También resulta relevante saber que Dios da siempre una nueva oportunidad. El camino trazado de la conversión al amor reconoce, como un elemento constitutivo del proceso, "las caídas". Francisco en la JMJ Panamá 2019 recordaba un canto alpino "El arte de ascender a la victoria no está en no caer, sino en no permanecer caído". Haciendo un parafraseo, el arte de la vida cristiana no está en no caer, sino en volver a ponerse de pie para retomar el camino. Una palabra más.
Este anhelo ha de ir acompañado por la convicción de que la conversión del "otro" también es posible.

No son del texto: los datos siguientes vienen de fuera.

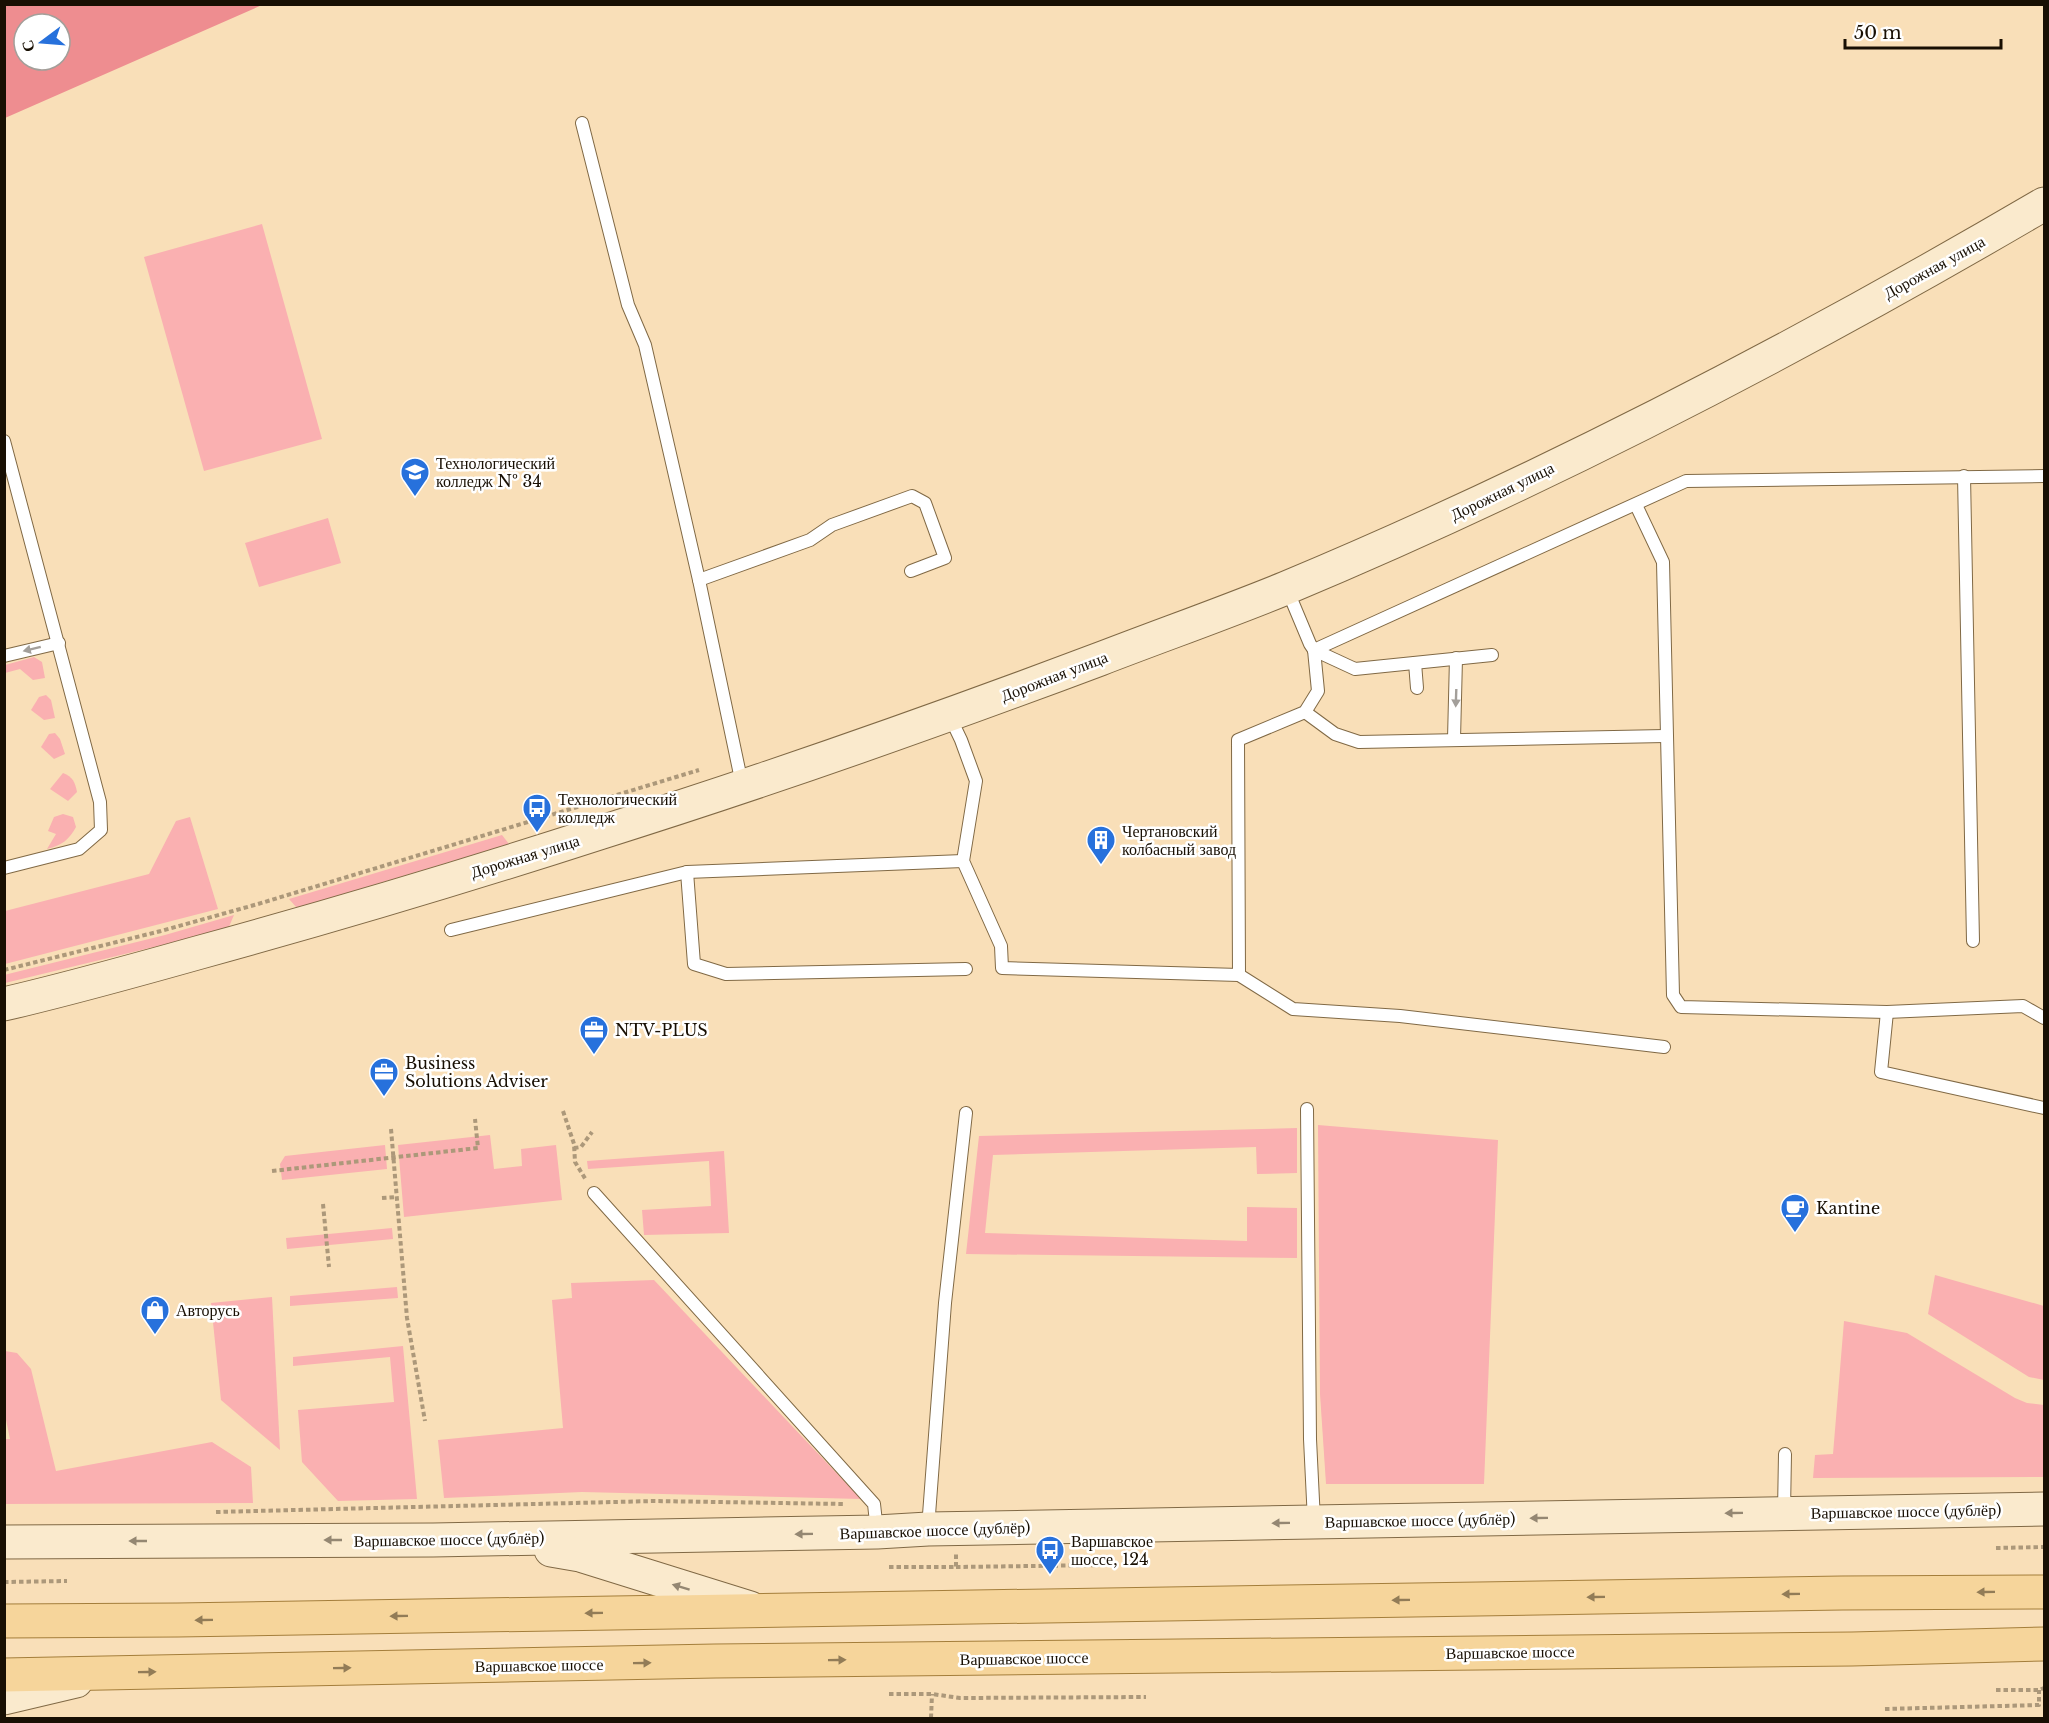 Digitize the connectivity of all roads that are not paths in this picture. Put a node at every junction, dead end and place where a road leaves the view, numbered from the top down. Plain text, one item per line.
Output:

Quien cree en la propia conversión, naturalmente será misericordioso para acoger al que se arrepiente y enmienda su camino, porque reconoce la propia dificultad en el proceso. En una sociedad en la que se ha perdido la misericordia, que no se abre al perdón y que "lapida" a quien se ha equivocado -basta mirar los comentarios en los portales de noticias-, resulta profético mirar con benevolencia y perdonar, no centrar la mirada en el pecado cometido, sino en la esperanza de un cambio que se avizora en el corazón arrepentido. En la medida en que crezcamos redireccionando nuestra vida hacia Dios, comprenderemos la propia fragilidad personal con benevolencia y miraremos la del hermano con misericordia.

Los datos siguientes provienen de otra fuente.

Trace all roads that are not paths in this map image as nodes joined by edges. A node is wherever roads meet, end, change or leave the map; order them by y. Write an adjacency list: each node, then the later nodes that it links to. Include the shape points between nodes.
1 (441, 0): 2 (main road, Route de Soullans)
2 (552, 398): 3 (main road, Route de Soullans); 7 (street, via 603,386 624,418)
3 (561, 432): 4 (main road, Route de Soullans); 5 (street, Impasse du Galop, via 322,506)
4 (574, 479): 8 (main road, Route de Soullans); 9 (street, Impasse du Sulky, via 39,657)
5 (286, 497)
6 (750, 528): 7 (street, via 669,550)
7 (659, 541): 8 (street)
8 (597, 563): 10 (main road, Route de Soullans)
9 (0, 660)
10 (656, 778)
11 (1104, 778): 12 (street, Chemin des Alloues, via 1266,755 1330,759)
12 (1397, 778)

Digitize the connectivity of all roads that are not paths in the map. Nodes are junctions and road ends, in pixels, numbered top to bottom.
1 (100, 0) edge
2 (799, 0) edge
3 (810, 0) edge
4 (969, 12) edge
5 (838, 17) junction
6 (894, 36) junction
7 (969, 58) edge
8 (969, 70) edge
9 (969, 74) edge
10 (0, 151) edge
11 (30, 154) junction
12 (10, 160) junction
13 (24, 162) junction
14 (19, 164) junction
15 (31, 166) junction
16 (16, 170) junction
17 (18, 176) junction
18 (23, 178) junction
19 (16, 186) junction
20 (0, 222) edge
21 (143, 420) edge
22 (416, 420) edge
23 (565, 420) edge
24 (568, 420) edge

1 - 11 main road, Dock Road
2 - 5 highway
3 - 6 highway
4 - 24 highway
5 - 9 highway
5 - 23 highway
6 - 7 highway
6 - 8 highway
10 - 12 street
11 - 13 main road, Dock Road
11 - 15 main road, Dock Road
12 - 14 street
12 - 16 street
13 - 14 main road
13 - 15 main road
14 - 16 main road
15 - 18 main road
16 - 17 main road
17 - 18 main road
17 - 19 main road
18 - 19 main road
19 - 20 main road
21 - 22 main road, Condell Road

Sin temor a equivocarme puedo afirmar que quien está trabajando humildemente por su propia conversión está naturalmente inserto en la escuela de la misericordia que mira al prójimo con benevolencia.
"Y aquellos 18 que murieron aplastados por la torre de Siloé, ¿pensáis que eran más culpables que los demás habitantes de Jerusalén? Os digo que no...".(Lc. 13, 4-5)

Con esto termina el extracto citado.